Collected data entries:
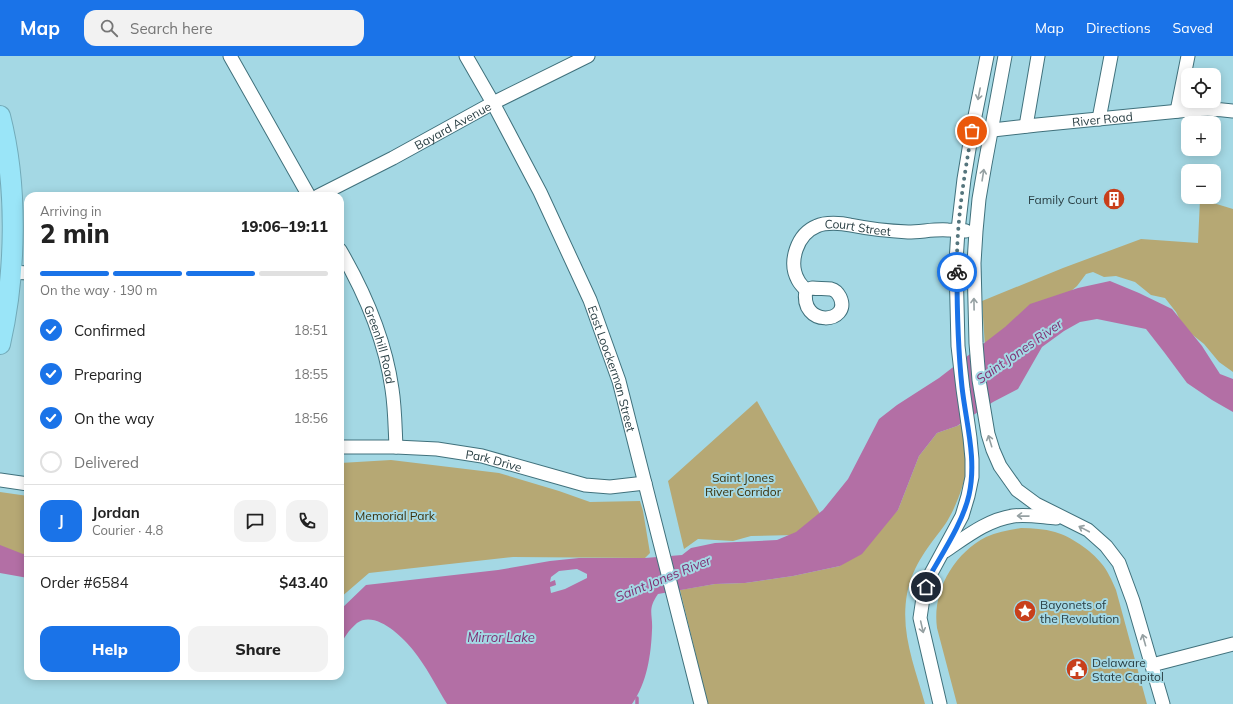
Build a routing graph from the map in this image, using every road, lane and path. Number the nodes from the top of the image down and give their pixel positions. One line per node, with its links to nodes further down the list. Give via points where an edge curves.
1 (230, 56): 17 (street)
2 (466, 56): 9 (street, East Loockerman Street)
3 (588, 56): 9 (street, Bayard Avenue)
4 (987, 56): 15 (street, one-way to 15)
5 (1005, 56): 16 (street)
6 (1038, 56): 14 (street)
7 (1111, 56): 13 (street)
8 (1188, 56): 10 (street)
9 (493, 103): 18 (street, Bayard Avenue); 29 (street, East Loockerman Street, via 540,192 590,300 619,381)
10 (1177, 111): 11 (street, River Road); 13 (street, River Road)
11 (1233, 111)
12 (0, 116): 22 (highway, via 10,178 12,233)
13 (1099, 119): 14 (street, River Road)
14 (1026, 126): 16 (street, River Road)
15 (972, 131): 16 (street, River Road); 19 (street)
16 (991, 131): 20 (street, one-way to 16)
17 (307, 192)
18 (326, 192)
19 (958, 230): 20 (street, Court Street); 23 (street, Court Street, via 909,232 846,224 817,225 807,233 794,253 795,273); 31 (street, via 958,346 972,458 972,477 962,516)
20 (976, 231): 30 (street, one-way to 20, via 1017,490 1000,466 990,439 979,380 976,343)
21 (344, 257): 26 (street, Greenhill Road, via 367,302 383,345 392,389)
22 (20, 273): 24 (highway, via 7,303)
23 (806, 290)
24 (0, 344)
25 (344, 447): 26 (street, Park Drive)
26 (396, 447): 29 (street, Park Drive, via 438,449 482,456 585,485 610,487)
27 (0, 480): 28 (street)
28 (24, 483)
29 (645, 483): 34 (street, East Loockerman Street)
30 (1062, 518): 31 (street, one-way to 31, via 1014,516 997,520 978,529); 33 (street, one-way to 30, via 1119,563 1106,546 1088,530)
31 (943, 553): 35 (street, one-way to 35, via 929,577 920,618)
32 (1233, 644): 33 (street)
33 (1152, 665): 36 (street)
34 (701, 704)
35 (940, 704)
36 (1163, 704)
* * *
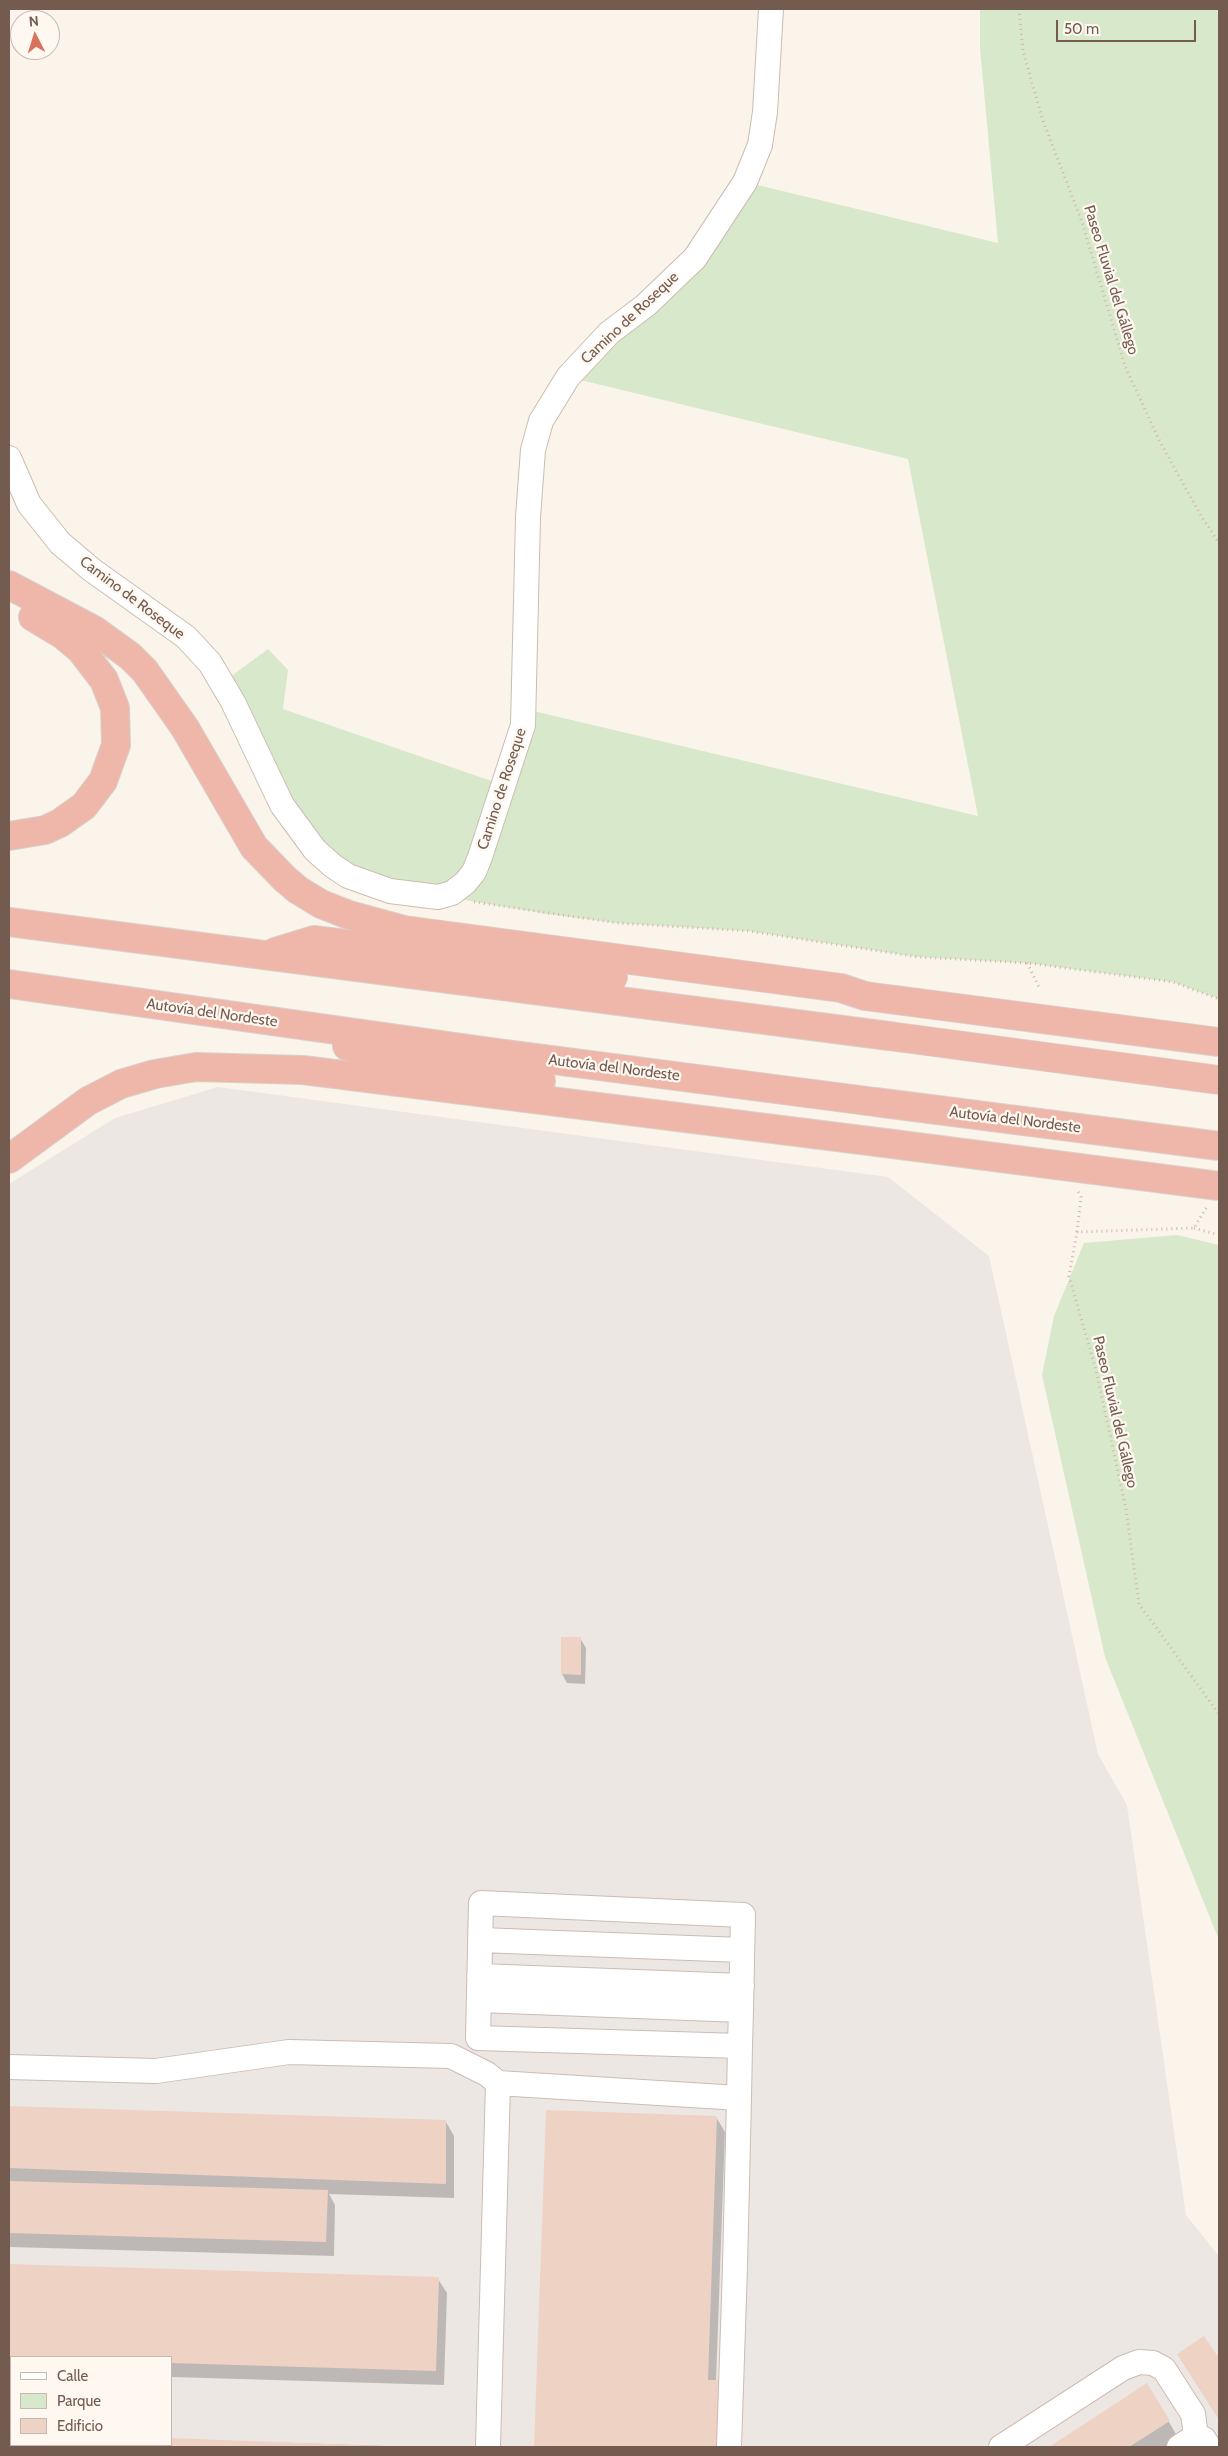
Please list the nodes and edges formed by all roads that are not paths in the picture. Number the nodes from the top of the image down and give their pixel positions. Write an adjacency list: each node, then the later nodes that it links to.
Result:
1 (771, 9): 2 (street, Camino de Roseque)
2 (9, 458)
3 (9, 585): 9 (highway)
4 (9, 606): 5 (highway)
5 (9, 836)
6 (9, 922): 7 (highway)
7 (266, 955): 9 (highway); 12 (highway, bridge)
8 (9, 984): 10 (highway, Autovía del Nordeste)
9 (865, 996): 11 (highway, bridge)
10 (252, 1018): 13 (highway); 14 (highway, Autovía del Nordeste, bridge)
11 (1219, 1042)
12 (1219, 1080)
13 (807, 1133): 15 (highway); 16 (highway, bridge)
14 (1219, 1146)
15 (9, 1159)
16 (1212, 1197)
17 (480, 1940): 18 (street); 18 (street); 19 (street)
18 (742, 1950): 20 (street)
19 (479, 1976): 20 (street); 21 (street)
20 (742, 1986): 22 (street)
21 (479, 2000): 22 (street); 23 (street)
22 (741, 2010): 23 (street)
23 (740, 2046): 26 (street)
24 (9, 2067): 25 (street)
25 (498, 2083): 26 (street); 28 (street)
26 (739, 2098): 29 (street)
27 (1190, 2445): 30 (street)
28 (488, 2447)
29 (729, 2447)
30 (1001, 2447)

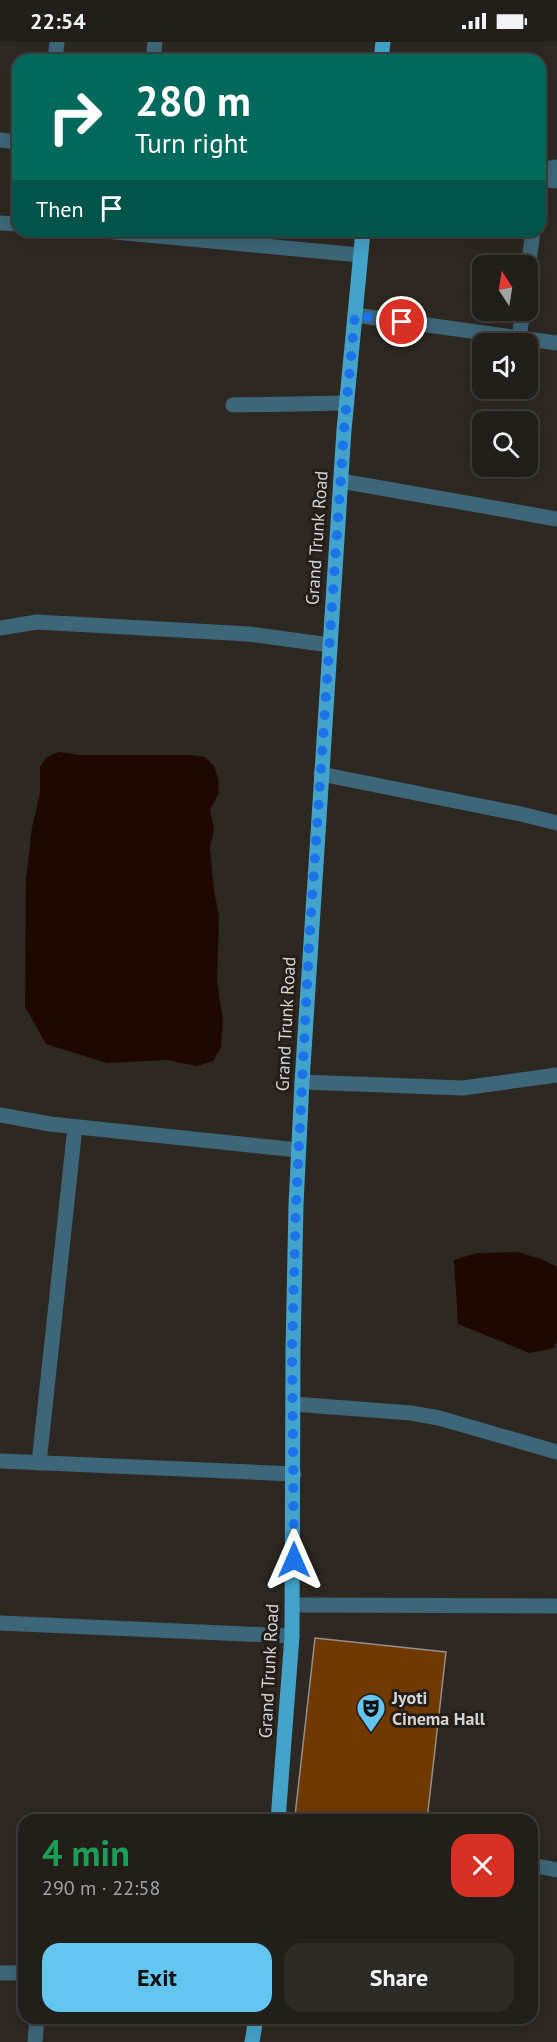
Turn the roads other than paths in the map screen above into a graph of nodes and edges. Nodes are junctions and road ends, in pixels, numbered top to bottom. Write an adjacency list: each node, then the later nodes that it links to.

About this exercise ::
Collect the lines of the records that include the string "each".

The completed task ::
Please list the nodes and edges formed by all roads that are not paths in the picture. Number the nodes from the top of the image down and give their pixel positions. Write an adjacency list: each node, then the later nodes that it links to.
Turn the roads other than paths in the map screen above into a graph of nodes and edges. Nodes are junctions and road ends, in pixels, numbered top to bottom. Write an adjacency list: each node, then the later nodes that it links to.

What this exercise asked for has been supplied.